The Problem: Phonetic Search Too Slow for Real-Time Use
In 2020, Van Dale Rijmwoordenboek faced a critical performance bottleneck. Users searching for rhyming words were waiting 3.2 seconds for results. For a rhyming dictionary, this was completely unacceptable.
The Challenge:
- 200,000+ Dutch words with phonetic codes
- Complex phonetic matching algorithms
- Users expecting instant rhyming suggestions
- Similarity calculations killing performance
The Numbers:
-- This query was taking 3.2+ seconds
SELECT w1.word, w2.word,
similarity(w1.phonetic_code, w2.phonetic_code) as sim
FROM words w1, words w2
WHERE w1.id < w2.id
AND similarity(w1.phonetic_code, w2.phonetic_code) > 0.8
ORDER BY sim DESC
LIMIT 20;
The Root Cause: Missing Phonetic Indexes
The problem was clear from the execution plan:
EXPLAIN ANALYZE SELECT w1.word, w2.word,
similarity(w1.phonetic_code, w2.phonetic_code) as sim
FROM words w1, words w2
WHERE similarity(w1.phonetic_code, w2.phonetic_code) > 0.8;
-- Result: Nested Loop (cost=0.00..5000000.00 rows=1000000 width=32)

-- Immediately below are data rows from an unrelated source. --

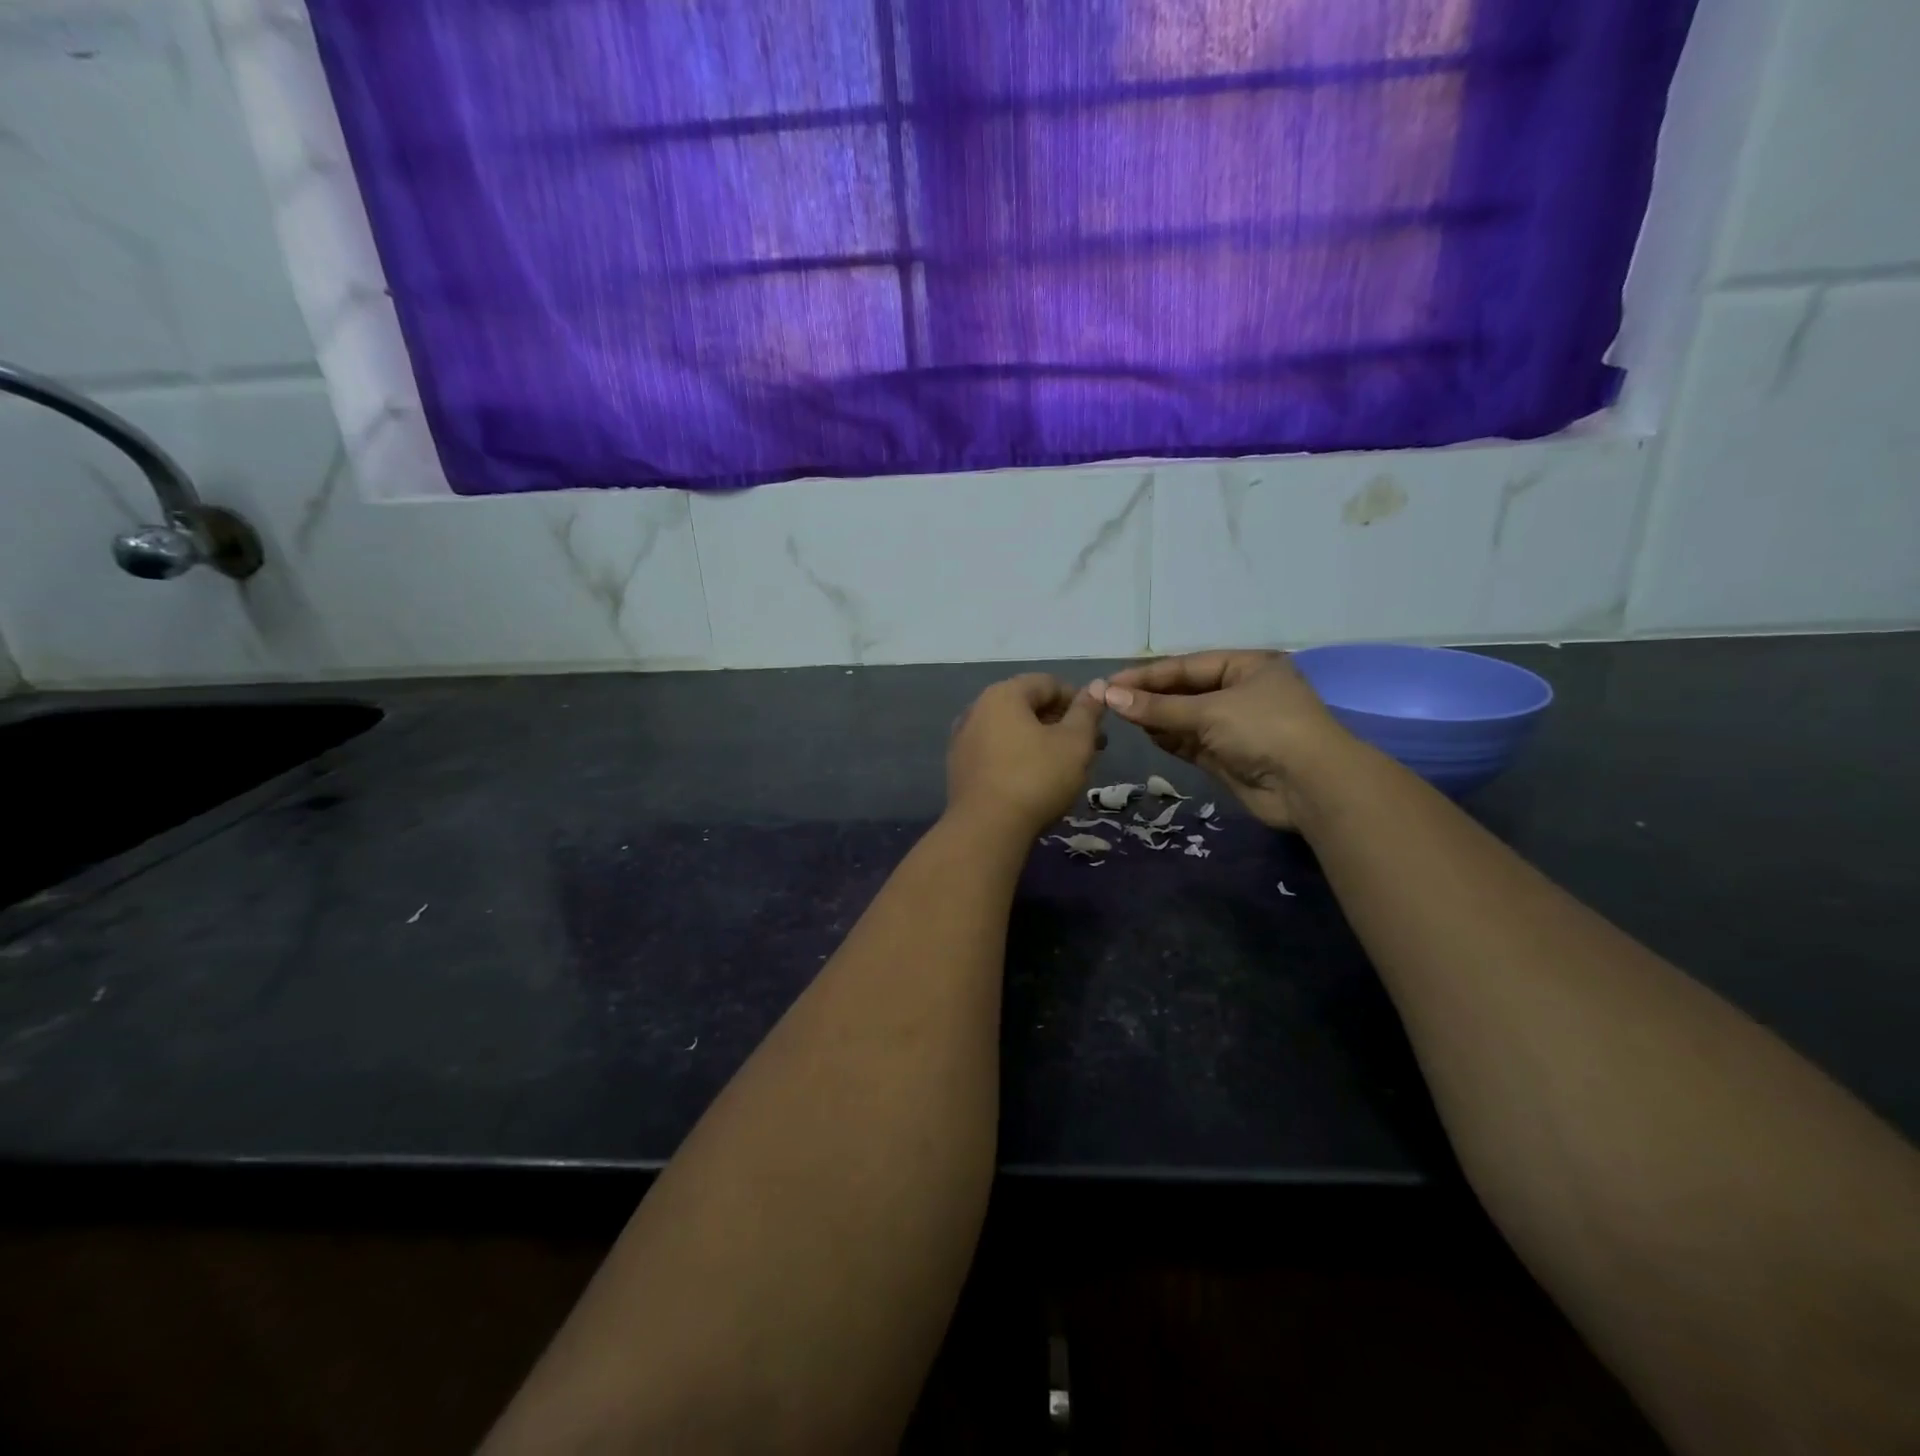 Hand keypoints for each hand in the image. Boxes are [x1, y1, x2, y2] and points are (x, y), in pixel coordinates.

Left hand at [947, 674, 1104, 837]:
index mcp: (1003, 694)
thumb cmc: (1036, 778)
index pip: (1048, 683)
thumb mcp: (1075, 743)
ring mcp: (963, 739)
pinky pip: (996, 752)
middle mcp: (977, 709)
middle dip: (1061, 723)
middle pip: (1027, 706)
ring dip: (1041, 741)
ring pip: (1012, 731)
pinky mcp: (960, 768)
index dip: (1078, 700)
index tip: (1097, 725)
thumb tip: (1097, 686)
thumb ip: (1087, 712)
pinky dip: (1019, 757)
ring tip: (1066, 766)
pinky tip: (1036, 780)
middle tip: (1089, 748)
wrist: (986, 829)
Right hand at [1091, 651, 1353, 830]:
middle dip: (1150, 697)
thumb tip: (1109, 696)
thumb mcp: (1210, 711)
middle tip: (1110, 702)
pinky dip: (1169, 739)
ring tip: (1123, 718)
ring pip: (1185, 718)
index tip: (1110, 683)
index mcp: (1246, 667)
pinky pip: (1191, 742)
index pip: (1187, 666)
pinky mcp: (1228, 757)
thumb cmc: (1265, 730)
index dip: (1147, 674)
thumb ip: (1158, 707)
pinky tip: (1146, 735)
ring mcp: (1234, 726)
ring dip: (1156, 719)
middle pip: (1185, 691)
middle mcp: (1240, 692)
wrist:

-- Execution time: 3200.456 ms
What was happening:
- PostgreSQL was doing a nested loop join on 200,000+ records
- No indexes existed for phonetic similarity operations
- Every similarity calculation was computed from scratch
- Cartesian product of words was killing performance
The Solution: Multi-Layered Phonetic Indexing
Step 1: Create B-tree Index for Exact Phonetic Matches
The first breakthrough came with a proper phonetic index:
-- Custom phonetic index for exact matches
CREATE INDEX CONCURRENTLY idx_words_phonetic_btree
ON words USING btree (phonetic_code, frequency DESC);
Why This Works:
btree (phonetic_code, frequency DESC): B-tree indexes provide fast exact matches and efficient range scans- Ordered by frequency ensures most common words appear first
- Enables fast lookups for identical phonetic codes
CONCURRENTLYallows index creation without blocking writes
Immediate Result: Exact phonetic matches dropped from 3.2 seconds to 1.8 seconds (1.8x improvement)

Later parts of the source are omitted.